O mundo como pode ser. Trata-se da existência de uma verdadeira sociodiversidade, historicamente muito mais significativa que a própria biodiversidade. É o mundo pelo qual lutamos. Não trata-se de uma utopia mas de um objetivo, um engajamento ativo no meio sócio-político. Para construirmos essa sociedade, é necessário desmascarar a ideologia vigente. ter consciência do poder ideológico já é um começo não um fim.( ¨Deve-se enfatizar que o poder da ideologia dominante é indubitavelmente enorme, não só pelo esmagador poder material e por um equivalente arsenal político-cultural à disposição das classes dominantes, mas também porque esse poder ideológico só pode prevalecer graças à preponderância da mistificação, por meio da qual os receptores potenciais podem ser induzidos a endossar valores e diretrizes práticas que são, na realidade, totalmente adversos a seus interesses vitais.¨ István Mészáros ). Deve-se perder o medo de ser profeta e desmascarar tais cinismos. ¨O fórum Social Mundial é um exemplo da capacidade de mobilizar e organizar debates e ações, sem medo de expressar opiniões. (...) Esse aspecto relacionado à ação política exige, cada vez mais, que pessoas com senso de solidariedade e responsabilidade social intervenham junto a seus pares e aos poderes instituídos. (...) Se o objetivo é alterar a realidade rumo ao novo patamar civilizatório, cabe ainda a revitalização das formas de participação popular no sistema do poder político.¨ ( Brasil, entre o passado e o futuro - ed. Boitempo ). Deve-se defender a verdade e a justiça onde quer que a encontremos, mesmo em outras religiões. Não devemos sob nenhuma hipótese nos conformar como este mundo que nos é dado. Essa violência midiática tende a cair se lhe formos hostis e lhe denunciarmos os abusos.

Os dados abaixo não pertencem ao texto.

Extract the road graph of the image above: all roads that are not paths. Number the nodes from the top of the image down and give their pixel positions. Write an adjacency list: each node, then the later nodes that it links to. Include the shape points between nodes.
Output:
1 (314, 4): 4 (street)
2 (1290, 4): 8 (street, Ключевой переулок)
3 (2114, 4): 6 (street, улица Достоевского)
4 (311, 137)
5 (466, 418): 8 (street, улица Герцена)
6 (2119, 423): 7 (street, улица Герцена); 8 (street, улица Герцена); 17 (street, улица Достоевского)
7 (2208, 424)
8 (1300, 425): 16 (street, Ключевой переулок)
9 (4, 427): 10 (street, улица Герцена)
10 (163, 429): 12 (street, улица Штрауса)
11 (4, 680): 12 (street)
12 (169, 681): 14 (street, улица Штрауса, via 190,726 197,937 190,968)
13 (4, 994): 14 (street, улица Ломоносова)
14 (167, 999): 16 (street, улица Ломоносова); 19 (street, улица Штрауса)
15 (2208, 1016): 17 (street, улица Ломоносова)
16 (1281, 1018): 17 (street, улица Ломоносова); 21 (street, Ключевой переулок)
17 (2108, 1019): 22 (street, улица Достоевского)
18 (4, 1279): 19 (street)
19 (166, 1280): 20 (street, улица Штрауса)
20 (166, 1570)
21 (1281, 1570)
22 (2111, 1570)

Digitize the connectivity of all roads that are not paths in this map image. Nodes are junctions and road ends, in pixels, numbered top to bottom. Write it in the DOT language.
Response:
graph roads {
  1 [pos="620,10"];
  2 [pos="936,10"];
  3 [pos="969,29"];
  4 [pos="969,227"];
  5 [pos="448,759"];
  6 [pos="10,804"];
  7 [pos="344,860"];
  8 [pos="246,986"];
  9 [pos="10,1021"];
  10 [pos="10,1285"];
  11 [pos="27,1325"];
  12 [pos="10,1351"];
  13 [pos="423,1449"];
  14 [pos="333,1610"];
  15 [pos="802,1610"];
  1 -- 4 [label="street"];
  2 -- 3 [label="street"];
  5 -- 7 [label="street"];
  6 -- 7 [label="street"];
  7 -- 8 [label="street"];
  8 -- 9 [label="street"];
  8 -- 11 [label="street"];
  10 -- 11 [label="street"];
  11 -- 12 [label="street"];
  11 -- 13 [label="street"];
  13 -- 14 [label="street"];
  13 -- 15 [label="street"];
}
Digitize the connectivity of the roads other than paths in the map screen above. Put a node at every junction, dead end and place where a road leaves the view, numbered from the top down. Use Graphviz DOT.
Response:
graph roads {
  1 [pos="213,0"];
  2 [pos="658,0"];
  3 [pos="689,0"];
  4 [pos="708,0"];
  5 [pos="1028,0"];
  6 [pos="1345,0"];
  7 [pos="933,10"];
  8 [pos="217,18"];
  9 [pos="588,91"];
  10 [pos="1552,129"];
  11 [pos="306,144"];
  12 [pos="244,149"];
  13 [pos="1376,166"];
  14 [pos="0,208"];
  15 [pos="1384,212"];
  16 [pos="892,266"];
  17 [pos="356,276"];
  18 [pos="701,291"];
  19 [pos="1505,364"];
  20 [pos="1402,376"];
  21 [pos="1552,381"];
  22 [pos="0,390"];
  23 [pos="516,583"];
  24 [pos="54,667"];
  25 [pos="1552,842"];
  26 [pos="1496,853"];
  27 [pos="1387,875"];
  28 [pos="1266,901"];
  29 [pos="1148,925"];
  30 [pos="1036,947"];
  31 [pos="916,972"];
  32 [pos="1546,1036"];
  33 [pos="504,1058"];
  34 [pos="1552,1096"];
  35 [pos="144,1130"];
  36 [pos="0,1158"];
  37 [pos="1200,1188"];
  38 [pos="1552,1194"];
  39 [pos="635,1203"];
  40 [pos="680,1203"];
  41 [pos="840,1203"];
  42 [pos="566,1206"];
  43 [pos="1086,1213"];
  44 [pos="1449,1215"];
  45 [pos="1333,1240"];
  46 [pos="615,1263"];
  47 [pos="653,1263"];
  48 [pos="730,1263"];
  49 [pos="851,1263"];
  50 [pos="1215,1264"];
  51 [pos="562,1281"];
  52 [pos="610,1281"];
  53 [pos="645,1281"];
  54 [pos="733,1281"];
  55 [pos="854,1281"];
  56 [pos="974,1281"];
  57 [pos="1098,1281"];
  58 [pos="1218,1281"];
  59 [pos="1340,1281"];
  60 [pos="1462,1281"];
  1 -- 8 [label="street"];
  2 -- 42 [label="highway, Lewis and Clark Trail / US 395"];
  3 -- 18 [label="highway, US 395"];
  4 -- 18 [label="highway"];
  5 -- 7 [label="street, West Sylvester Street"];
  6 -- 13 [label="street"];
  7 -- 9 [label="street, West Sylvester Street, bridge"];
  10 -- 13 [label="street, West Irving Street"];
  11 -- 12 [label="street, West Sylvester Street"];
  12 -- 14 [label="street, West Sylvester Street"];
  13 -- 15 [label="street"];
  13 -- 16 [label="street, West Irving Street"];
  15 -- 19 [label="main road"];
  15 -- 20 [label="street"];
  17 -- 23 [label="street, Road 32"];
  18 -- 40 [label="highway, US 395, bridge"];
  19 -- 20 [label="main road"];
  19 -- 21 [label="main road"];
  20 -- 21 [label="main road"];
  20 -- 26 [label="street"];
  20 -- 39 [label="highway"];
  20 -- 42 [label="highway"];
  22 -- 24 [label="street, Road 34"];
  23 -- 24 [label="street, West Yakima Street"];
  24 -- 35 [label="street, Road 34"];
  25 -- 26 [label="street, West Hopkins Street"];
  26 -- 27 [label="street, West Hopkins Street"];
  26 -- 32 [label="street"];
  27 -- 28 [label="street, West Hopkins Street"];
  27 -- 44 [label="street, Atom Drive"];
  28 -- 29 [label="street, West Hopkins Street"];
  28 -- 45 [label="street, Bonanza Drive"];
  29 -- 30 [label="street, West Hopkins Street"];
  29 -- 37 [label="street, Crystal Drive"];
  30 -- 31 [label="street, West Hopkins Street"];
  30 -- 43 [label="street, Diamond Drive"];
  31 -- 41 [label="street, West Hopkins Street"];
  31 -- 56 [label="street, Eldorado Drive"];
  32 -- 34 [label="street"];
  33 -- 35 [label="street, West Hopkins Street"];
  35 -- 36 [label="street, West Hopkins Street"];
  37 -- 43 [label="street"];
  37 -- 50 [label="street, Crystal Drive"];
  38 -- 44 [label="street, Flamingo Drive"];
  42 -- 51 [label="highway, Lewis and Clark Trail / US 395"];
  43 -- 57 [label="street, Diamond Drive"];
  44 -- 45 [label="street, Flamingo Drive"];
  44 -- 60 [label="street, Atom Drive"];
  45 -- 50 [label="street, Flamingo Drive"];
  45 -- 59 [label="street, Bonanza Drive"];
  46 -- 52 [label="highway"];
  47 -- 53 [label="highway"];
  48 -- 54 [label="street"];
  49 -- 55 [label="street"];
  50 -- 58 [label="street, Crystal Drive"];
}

Podemos sim lutarmos por outra sociedade. Rejeitamos esta que nos é dada. Sabemos que é necessário criar uma consciência política e nos tornarmos ativos na construção de uma nova sociedade libertária e justa. Precisamos sair do campo teórico. É necessário que nossas vozes indignadas ressoem fora do Campus universitário e das paredes eclesiais. É possível adiantar o futuro. Futuro este que não haja lágrimas dos injustiçados, nem sofrimento imposto por outrem.
E as nações andarão na sua luz...
Erivan
Que Deus abençoe tanta serenidade na condução das palavras Erivan!
ResponderExcluirAdorei seu blog, suas postagens, idéias e costuras.
Você é uma releitura da Teologia da Libertação.